Al final de la escapada escapa de cualquier estructura. No lo hace de una manera caprichosa, sino para evidenciar al espectador que detrás de dicha producción y trama superficial hay un director tomando decisiones. Detrás de la película hay alguien desarrollando y produciendo sentido a lo que ven y los personajes de Godard son jóvenes perdidos en la vida que precisan tomar decisiones rápidas para no sucumbir ante el hastío y la depresión, es también porque detrás había un contexto desalentador para el arte y la vida. 


Une Femme est une femme (1961)

Ángela es una bailarina de cabaret que vive con Émile, un librero ciclista. A ella se le antoja tener un hijo, pero su compañero no quiere. Ángela está decidida entonces a quedar embarazada con el mejor amigo de ambos: Alfred.

La obra más entretenida, graciosa e impactante de Godard. Un juego donde forma y narración congenian a la perfección, donde su estilo disruptivo no se pierde tanto en lagunas y efectismos como en otras de sus películas.
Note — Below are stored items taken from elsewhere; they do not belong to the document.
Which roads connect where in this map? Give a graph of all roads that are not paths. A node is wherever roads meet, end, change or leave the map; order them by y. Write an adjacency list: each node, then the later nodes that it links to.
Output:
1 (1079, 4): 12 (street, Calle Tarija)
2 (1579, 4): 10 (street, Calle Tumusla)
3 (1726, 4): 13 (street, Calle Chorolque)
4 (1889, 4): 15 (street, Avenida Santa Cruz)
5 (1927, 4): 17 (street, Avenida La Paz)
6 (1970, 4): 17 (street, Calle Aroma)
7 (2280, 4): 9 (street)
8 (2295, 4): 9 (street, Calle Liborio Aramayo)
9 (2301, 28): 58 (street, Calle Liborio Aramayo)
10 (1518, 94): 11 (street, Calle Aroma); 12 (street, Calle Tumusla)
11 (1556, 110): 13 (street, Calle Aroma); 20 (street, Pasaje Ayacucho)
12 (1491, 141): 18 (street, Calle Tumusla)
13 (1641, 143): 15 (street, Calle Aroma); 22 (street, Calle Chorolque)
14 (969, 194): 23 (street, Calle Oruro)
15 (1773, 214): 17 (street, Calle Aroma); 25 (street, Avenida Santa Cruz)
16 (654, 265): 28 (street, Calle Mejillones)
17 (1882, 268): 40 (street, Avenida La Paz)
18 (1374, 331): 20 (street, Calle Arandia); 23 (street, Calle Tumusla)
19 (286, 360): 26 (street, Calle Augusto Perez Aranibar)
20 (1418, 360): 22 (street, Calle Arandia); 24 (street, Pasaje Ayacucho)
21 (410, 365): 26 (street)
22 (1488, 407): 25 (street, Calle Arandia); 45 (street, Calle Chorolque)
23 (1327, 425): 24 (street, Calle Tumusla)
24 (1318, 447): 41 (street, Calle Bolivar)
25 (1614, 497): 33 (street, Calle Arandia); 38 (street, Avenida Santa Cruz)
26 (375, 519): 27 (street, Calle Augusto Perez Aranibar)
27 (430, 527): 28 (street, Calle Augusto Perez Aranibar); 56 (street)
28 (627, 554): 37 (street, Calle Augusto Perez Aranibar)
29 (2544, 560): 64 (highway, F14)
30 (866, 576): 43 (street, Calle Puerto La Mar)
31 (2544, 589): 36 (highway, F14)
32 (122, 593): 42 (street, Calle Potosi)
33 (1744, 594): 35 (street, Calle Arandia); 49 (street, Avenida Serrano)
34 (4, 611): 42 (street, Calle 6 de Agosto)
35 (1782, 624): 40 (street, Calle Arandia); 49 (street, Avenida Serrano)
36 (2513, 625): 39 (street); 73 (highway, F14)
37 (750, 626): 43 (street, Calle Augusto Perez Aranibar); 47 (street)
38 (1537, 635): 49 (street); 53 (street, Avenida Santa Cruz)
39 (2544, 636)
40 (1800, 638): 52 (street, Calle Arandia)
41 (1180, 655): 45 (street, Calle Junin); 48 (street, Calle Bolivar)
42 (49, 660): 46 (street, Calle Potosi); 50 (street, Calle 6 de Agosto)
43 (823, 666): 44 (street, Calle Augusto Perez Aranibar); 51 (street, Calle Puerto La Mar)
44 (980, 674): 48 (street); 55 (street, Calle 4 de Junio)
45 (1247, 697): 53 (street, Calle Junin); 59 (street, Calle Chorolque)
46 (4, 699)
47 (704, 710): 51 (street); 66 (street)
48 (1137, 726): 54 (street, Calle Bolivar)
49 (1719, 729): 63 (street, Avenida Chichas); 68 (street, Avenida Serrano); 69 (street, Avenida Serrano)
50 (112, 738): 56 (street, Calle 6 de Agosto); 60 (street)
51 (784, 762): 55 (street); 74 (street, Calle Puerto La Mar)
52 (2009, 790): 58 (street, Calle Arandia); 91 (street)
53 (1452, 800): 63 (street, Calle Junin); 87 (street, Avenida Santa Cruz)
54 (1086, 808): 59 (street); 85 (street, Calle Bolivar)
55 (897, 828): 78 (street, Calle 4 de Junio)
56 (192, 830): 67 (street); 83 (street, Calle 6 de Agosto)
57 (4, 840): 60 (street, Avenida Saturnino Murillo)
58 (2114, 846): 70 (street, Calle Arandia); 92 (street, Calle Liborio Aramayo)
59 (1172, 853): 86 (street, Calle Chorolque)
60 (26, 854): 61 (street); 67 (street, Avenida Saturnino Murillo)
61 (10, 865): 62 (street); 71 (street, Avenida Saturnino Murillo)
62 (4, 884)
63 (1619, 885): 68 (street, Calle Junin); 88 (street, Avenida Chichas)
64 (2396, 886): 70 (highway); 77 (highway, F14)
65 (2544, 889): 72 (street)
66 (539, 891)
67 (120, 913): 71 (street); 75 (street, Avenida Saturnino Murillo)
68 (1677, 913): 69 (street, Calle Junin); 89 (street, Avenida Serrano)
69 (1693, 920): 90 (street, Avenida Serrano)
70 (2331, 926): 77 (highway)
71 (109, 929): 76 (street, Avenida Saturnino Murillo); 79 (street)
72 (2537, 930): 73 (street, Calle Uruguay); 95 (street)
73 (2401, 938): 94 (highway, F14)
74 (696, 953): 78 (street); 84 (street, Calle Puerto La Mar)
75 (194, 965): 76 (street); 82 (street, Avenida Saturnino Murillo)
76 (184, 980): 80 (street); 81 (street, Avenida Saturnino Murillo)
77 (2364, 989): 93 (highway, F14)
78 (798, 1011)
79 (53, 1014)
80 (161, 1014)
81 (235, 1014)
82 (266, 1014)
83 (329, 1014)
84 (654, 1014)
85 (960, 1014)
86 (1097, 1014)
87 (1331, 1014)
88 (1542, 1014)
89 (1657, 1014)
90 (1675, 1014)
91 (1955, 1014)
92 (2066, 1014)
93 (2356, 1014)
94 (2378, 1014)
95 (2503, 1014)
La visión de la figura femenina del director nos es narrada a través del deseo y el arte en un interesante intercambio de miradas con el espectador.

El personaje de Ángela, interpretada por la brillante Anna Karina, puede ser tranquilamente el mismo Godard reflexionando sobre el cine y sus formas, así como ella lo hace sobre la vida. Ambos libres, sin reglas, pero entendiendo que entre tanto descontrol hay un eje organizador al que siempre debe volver, para Ángela su hogar con Émile, para Godard las formas tradicionales de ese cine que tanto estudió.